The Alberta Energy Regulator (AER) ensures the safe, efficient, orderly, and environmentally responsible development of hydrocarbon resources over their entire life cycle. As part of this mandate, we provide our stakeholders with credible information about Alberta’s energy resources that can be used for decision making. A key part of this is ST98: Alberta Energy Outlook, a report we issue annually with independent and comprehensive information on the state of reserves and the supply and demand outlook for Alberta’s diverse energy resources: crude bitumen, crude oil, natural gas, natural gas liquids,1 coal, and sulphur.

Data sets for this section are available in Excel format.

This executive summary is available in PDF format

Report Overview

The global COVID-19 pandemic had significant repercussions for the oil and gas industry in 2020. Global oil demand reached historic lows given the global economic shutdown in many sectors. An unexpected supply surplus and rapidly filling storage capacity pushed oil prices into negative territory in April.

Oil prices rebounded in summer, in line with gradual removal of health restrictions and lockdowns, and coupled with voluntary supply cutback. Later in the year, expectations on the rollout of COVID-19 vaccines sustained the price increase.

The North American benchmark prices for light sweet crude oil (WTI) and natural gas (Henry Hub), and Alberta benchmark prices—Canadian Light Sweet (CLS) and Western Canadian Select (WCS)—all declined in 2020. AECO-C, the Alberta benchmark price for natural gas, increased due to low inventories during the same timeframe.

Alberta’s crude oil producers saw an abrupt decline in CLS and WCS prices in the first months of 2020, to US$8.99 per barrel (bbl) and US$3.50/bbl, respectively. Prices rebounded through mid-summer, then increased more gradually through the end of the year.

In 2020, the price differential between WTI and CLS and WTI and WCS averaged US$5.07/bbl and US$12.43/bbl, respectively, although they showed large fluctuations throughout the year. The average differentials in 2020 were narrower than 2019 averages.

The differential between WTI and WCS recorded a high of US$23.26/bbl in February and a low of US$4.34/bbl in June. In mid-April, the differential narrowed to less than US$10/bbl, when over 1 million barrels per day (106 bbl/d) of oil sands production was cut due to the COVID-19 pandemic. The differential between WTI and CLS recorded a high of US$8.88/bbl in January and a low of US$2.17/bbl in May.

The narrow differentials did not provide enough incentive to cause a large shift to rail transport. The volume of crude oil moved by rail declined by 39 per cent in 2020 to 63 106 bbl/d.

Natural gas prices, including Henry Hub, fell at the onset of the COVID-19 pandemic. In contrast, AECO-C, increased because of low natural gas inventories in Alberta. AECO-C started the year at an average of Cdn$2.28 per gigajoule (GJ), dropped to Cdn$1.75/GJ in April, then gradually increased to Cdn$2.62/GJ by the end of the year. The natural gas price differential between Henry Hub and AECO-C narrowed substantially in 2020.
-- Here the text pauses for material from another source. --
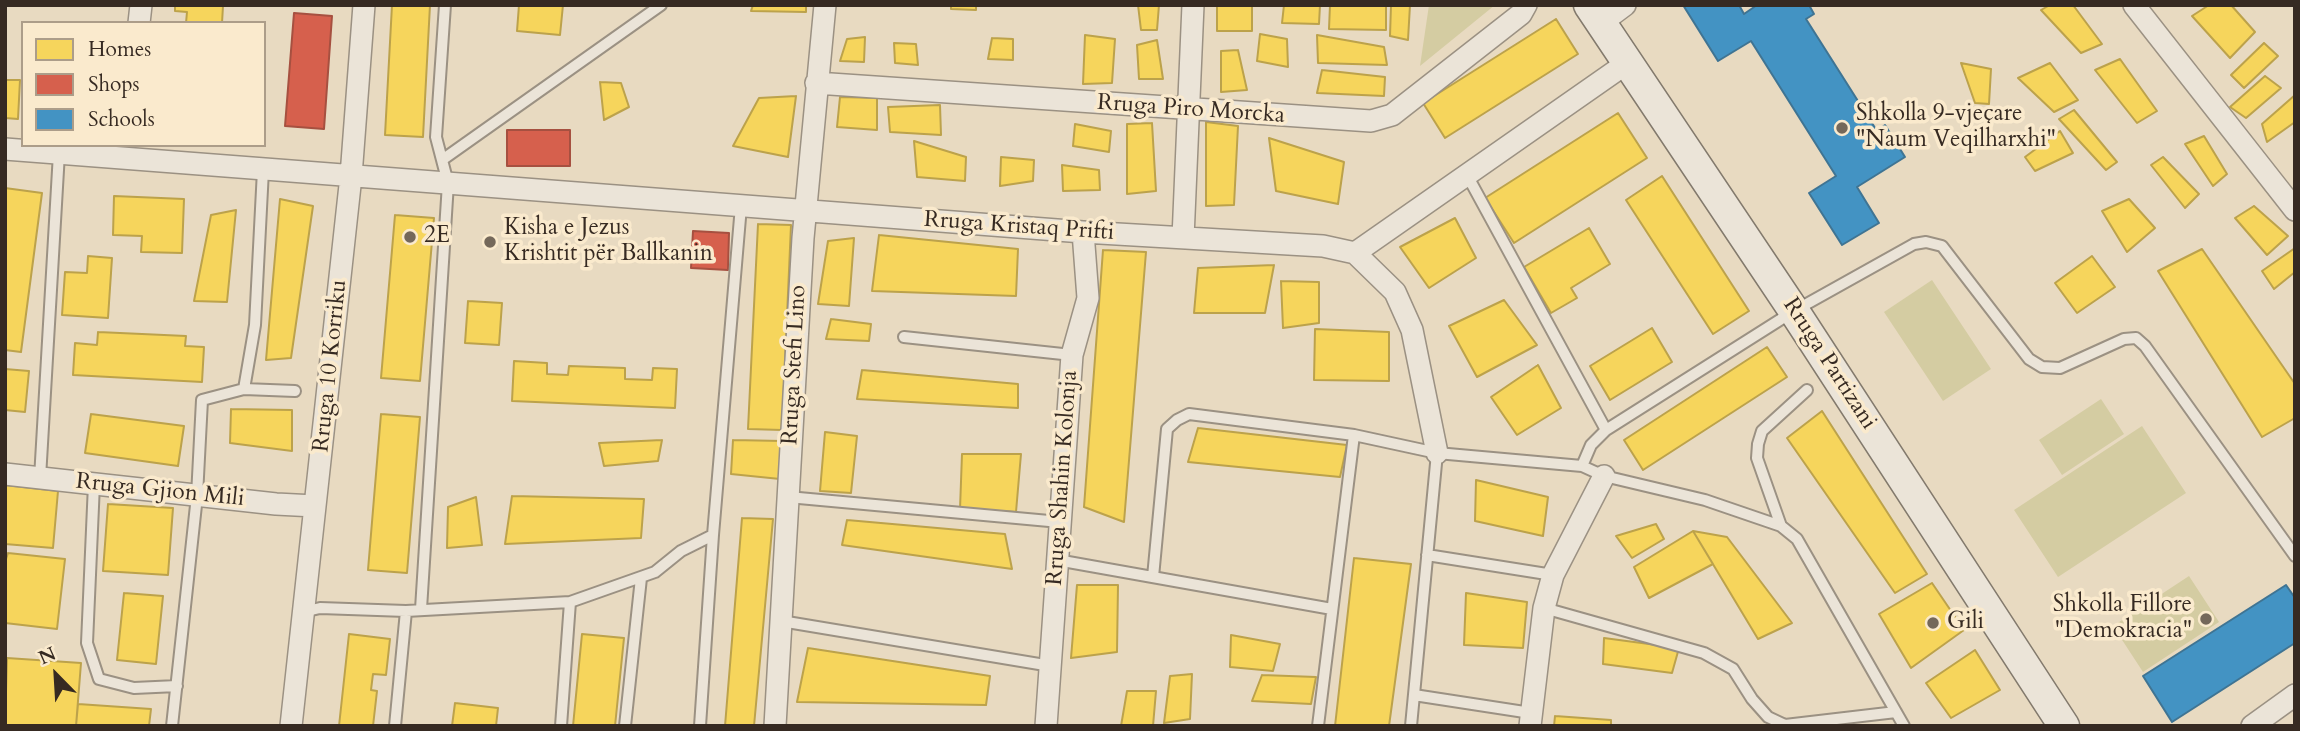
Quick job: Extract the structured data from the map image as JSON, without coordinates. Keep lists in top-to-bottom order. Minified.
{"streets":{"street":["Rruga Piro Morcka","Rruga Kristaq Prifti","Rruga Partizani","Rruga Stefi Lino","Rruga 10 Korriku","Rruga Shahin Kolonja","Rruga Gjion Mili"]},"crossings":[["Rruga Piro Morcka","Rruga Stefi Lino"],["Rruga Kristaq Prifti","Rruga Stefi Lino"],["Rruga Kristaq Prifti","Rruga 10 Korriku"],["Rruga Kristaq Prifti","Rruga Shahin Kolonja"],["Rruga 10 Korriku","Rruga Gjion Mili"]],"places":["Shkolla 9-vjeçare \"Naum Veqilharxhi\"","2E","Kisha e Jezus Krishtit për Ballkanin","Shkolla Fillore \"Demokracia\"","Gili"],"legend":["Homes","Shops","Schools"],"north":"top left"}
At the end of 2020, Alberta lifted the production limits that were first introduced in December 2018. However, production of oil and equivalent declined by 4 per cent in 2020 mainly due to lower fuel demand during the COVID-19 pandemic.

After declines in 2018 and 2019, marketable production of natural gas in Alberta stabilized in 2020. Production increases from shale and coalbed methane resources were enough to offset a decline in gas production from other sources for the year. Producers remained focused on drilling for higher-value natural gas liquids in the most productive areas of the province.
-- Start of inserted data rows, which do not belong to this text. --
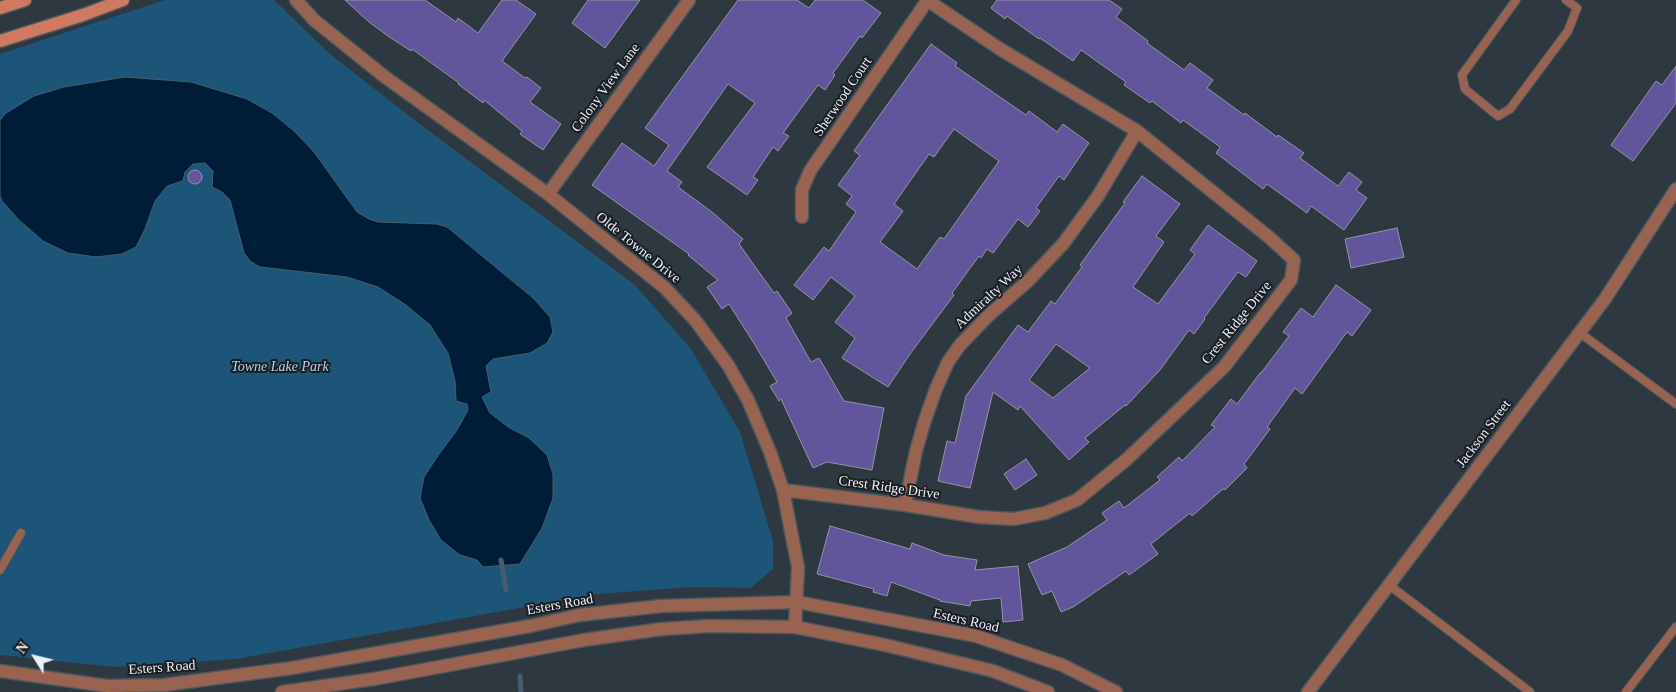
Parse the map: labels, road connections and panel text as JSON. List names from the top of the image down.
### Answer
{
  "streets": {
    "street": [
      "Colony View Lane",
      "Sherwood Court",
      "Olde Towne Drive",
      "Admiralty Way",
      "Crest Ridge Drive",
      "Jackson Street",
      "Esters Road"
    ]
  },
  "crossings": [
    ["Colony View Lane", "Olde Towne Drive"],
    ["Sherwood Court", "Crest Ridge Drive"],
    ["Olde Towne Drive", "Crest Ridge Drive"],
    ["Olde Towne Drive", "Esters Road"],
    ["Admiralty Way", "Crest Ridge Drive"]
  ],
  "parks": ["Towne Lake Park"],
  "north": "top left"
}
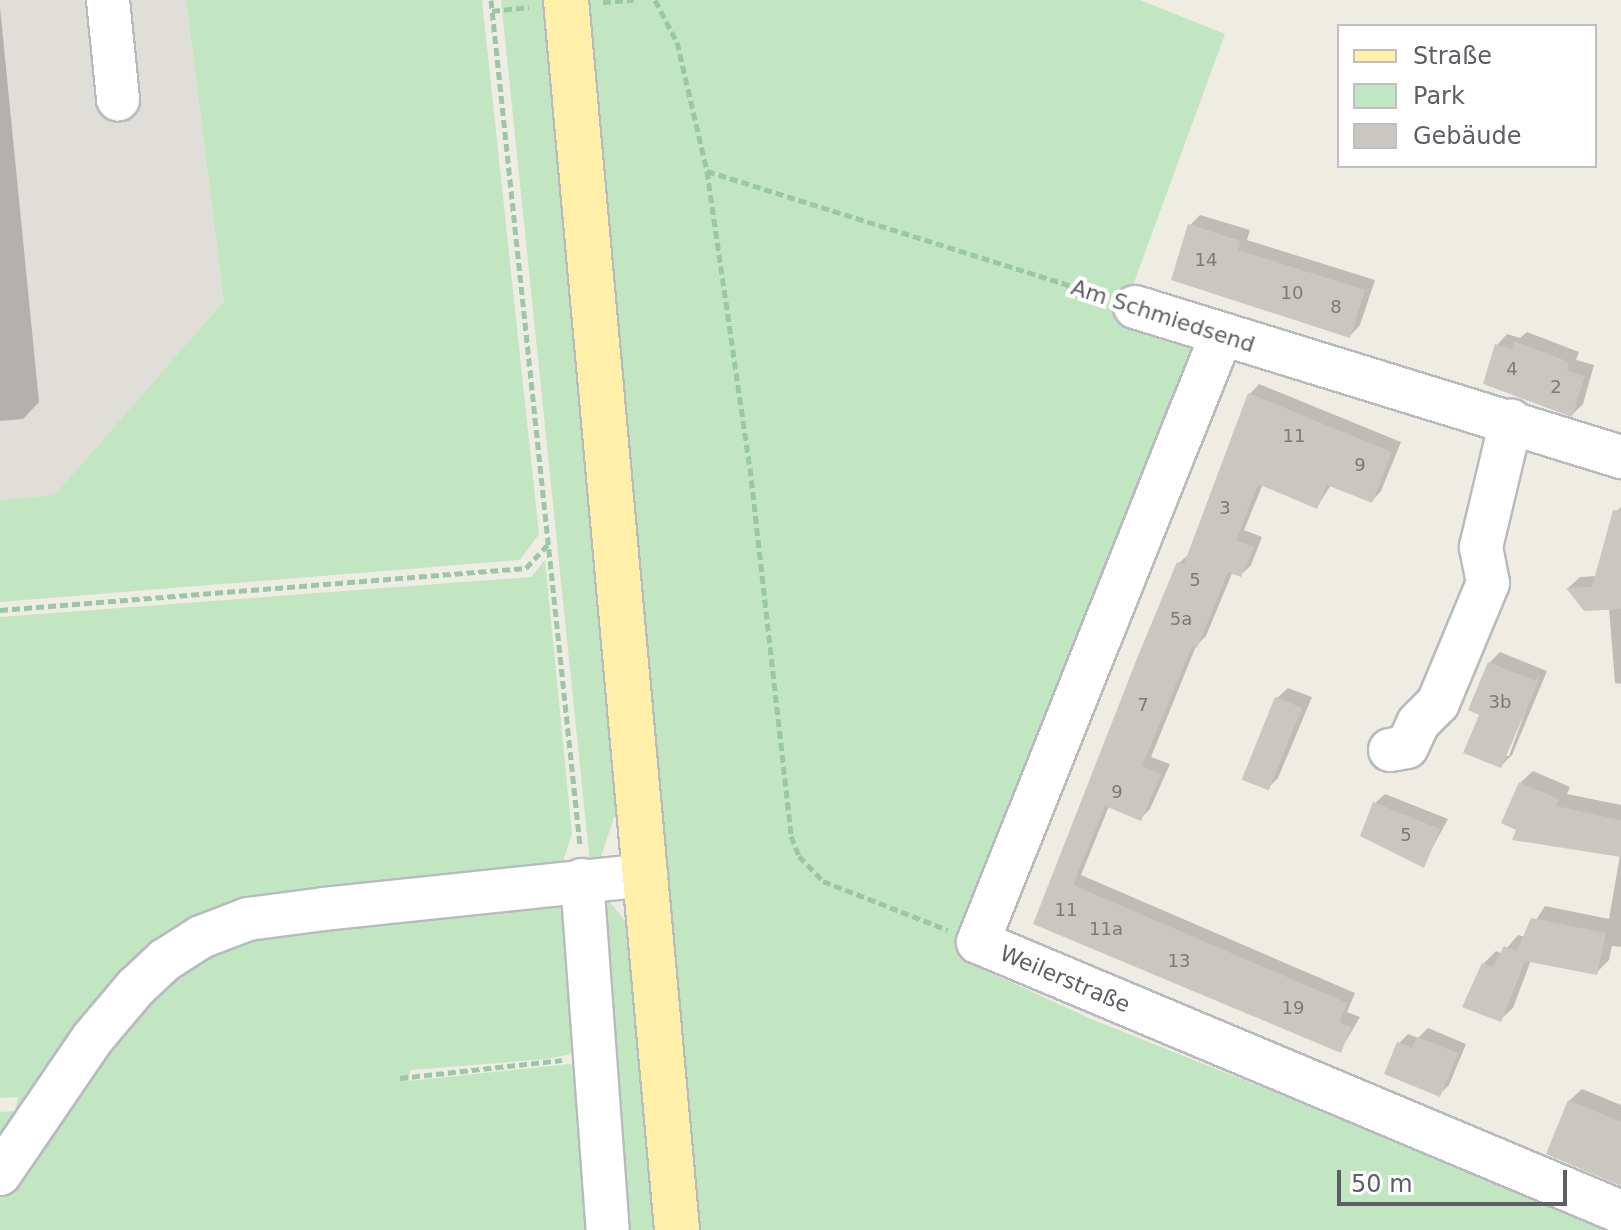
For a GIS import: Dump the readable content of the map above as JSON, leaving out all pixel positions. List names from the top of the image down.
{
  "streets": {
    "street": ["Am Schmiedsend", "Weilerstraße"]
  },
  "crossings": [
    ["Am Schmiedsend", "Weilerstraße"]
  ],
  "house_numbers": [
    "14",
    "10",
    "8",
    "4",
    "2",
    "11",
    "9",
    "3",
    "5",
    "5a",
    "3b",
    "7",
    "9",
    "5",
    "11",
    "11a",
    "13",
    "19"
  ],
  "legend": ["Straße", "Park", "Gebäude"],
  "scale_bar": "50 m"
}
Over the forecast, electricity generation and oil sands sectors will account for most of the increase in Alberta’s natural gas use. Demand for natural gas in electricity generation will be driven by coal-to-gas switching and cogeneration. Natural gas demand is expected to grow with production in in situ facilities. We anticipate there will be a growing demand from hydrogen manufacturing for natural gas by 2030.

Although oil prices increased significantly from the low levels seen in April 2020, high uncertainty about future prices did not lead to increased investments, which made the return on investments highly unpredictable. Total capital expenditures in Alberta decreased an estimated 30 per cent to Cdn$17.4 billion in 2020, in line with the historic drop in oil demand. Low energy prices, policy uncertainty, and market access constraints continued to impact drilling programs and large-scale bitumen projects. Capital expenditures are forecast to gradually increase but remain below peak levels seen in 2014.

With the cancelation of the Keystone XL by the new U.S. administration in the first quarter of 2021, and the Supreme Court of Canada’s decision that federal carbon pricing is constitutional, industry’s environmental, social and governance (ESG) standards are becoming increasingly relevant for attracting investment in Alberta oil and gas.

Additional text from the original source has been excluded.